◆ What this task involves
Your answer should hold only the lines from the one with "ring pip: (255, 176)" through the end of the records, repeated exactly and minus any pictures.

....................

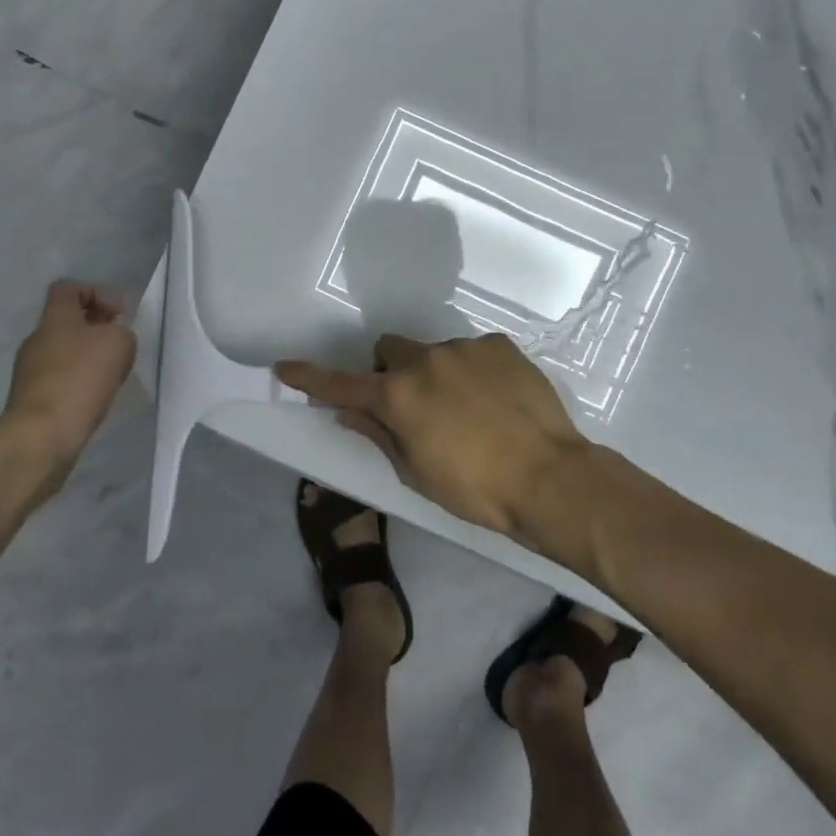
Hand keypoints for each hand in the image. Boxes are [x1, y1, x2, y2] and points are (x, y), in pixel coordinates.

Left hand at [0, 281, 136, 488]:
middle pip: (67, 321)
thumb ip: (121, 333)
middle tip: (120, 346)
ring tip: (112, 376)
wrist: (42, 435)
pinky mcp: (32, 399)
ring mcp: (30, 370)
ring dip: (90, 358)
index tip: (118, 315)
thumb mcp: (119, 343)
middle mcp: (37, 338)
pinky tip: (95, 397)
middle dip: (97, 329)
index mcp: (55, 317)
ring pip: (65, 351)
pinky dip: (80, 382)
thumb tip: (113, 340)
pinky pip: (61, 378)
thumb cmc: (81, 377)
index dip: (96, 293)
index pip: (68, 287)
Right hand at [275, 332, 590, 539]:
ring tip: (468, 409)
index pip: (342, 384)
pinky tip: (495, 399)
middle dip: (390, 371)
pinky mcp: (499, 345)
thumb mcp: (417, 473)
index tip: (284, 368)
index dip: (311, 378)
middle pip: (390, 350)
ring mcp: (465, 348)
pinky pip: (472, 351)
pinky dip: (472, 370)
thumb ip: (380, 436)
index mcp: (398, 396)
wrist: (551, 477)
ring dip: (436, 373)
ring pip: (434, 351)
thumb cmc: (477, 490)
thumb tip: (350, 414)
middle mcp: (425, 361)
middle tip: (410, 404)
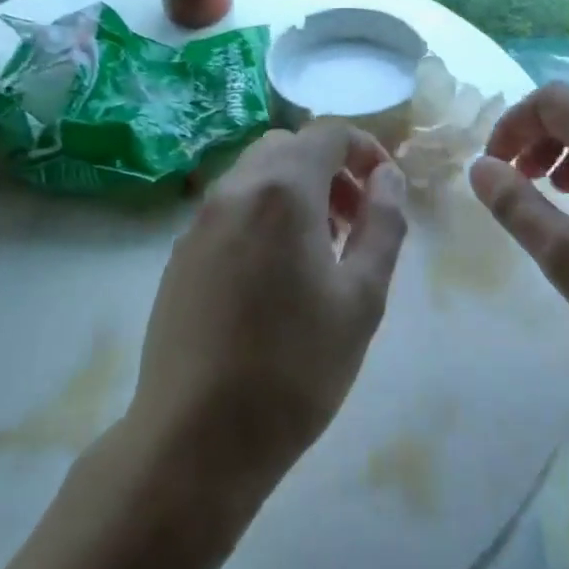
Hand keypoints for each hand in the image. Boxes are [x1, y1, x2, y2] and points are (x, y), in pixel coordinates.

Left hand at [128, 124, 408, 507]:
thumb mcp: (362, 297)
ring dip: (295, 190)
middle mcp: (234, 190)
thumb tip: (388, 178)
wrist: (196, 436)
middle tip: (354, 220)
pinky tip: (274, 274)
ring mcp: (199, 221)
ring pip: (255, 176)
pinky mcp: (180, 253)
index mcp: (282, 191)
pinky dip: (261, 214)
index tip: (385, 188)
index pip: (327, 132)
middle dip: (329, 168)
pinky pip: (229, 209)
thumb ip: (382, 224)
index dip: (365, 148)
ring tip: (320, 250)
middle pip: (287, 147)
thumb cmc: (296, 368)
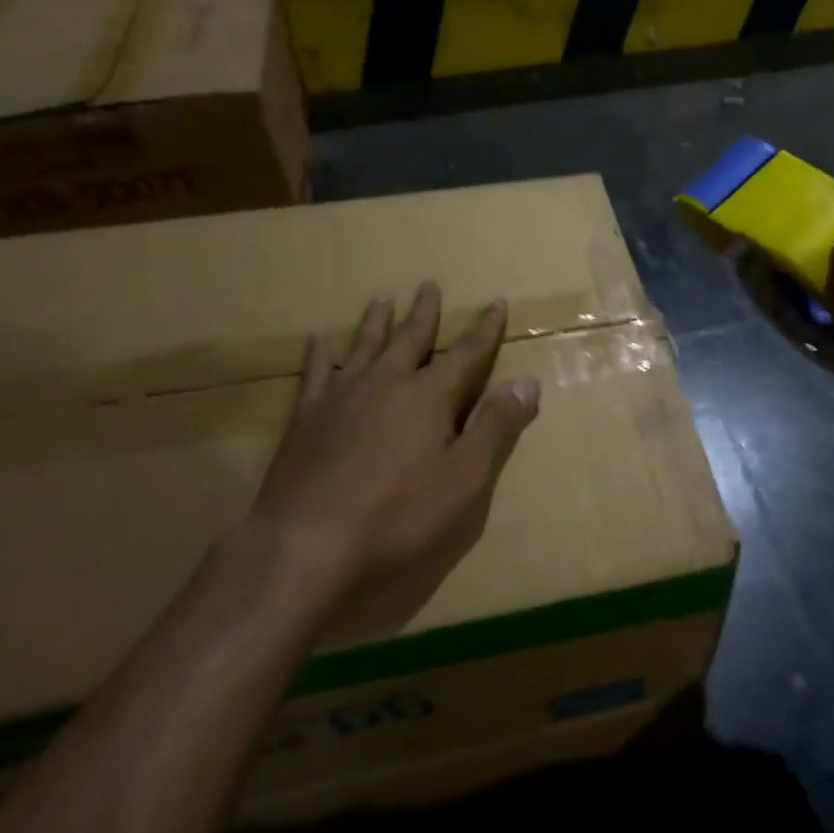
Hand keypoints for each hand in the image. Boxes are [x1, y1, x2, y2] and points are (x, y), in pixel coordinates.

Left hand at [251, 284, 540, 642]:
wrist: (305, 546)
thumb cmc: (399, 517)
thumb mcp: (465, 479)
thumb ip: (496, 427)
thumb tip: (528, 382)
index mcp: (430, 397)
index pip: (467, 354)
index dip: (485, 329)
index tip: (496, 302)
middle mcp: (387, 383)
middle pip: (411, 338)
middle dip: (425, 313)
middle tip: (429, 286)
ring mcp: (342, 397)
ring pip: (365, 346)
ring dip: (376, 322)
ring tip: (381, 299)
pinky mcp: (305, 418)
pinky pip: (315, 373)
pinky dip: (319, 354)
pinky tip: (318, 340)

....................

◆ Exercise result
ring pip: (255, 176)
pinky mcp: (180, 253)
index mcp: (282, 191)
pinky dip: (261, 214)
index tip: (385, 188)
index pip: (327, 132)
middle dip: (329, 168)
pinky pip: (229, 209)
thumb ip: (382, 224)
index dip: (365, 148)
ring tip: (320, 250)
middle pip: (287, 147)
thumb cmc: (296, 368)
Hand keypoints for each hand in the image. Boxes are [x1, y1, x2, y2] and points are (x, y), in pixel coordinates.

Left hand at [251, 284, 540, 642]:
wrist: (305, 546)
thumb cmc: (399, 517)
thumb mcp: (465, 479)
thumb ip: (496, 427)
thumb tip: (528, 382)
index mcp: (430, 397)
index pip: (467, 354)
index dip: (485, 329)
index tip: (496, 302)
middle mcp: (387, 383)
middle pip: (411, 338)
middle dip: (425, 313)
middle tip: (429, 286)
ring mcp: (342, 397)
ring pip: (365, 346)
ring dip: (376, 322)
ring tip: (381, 299)
pinky mcp: (305, 418)
pinky pip: (315, 373)
pinky dip: (319, 354)
pinky tip: (318, 340)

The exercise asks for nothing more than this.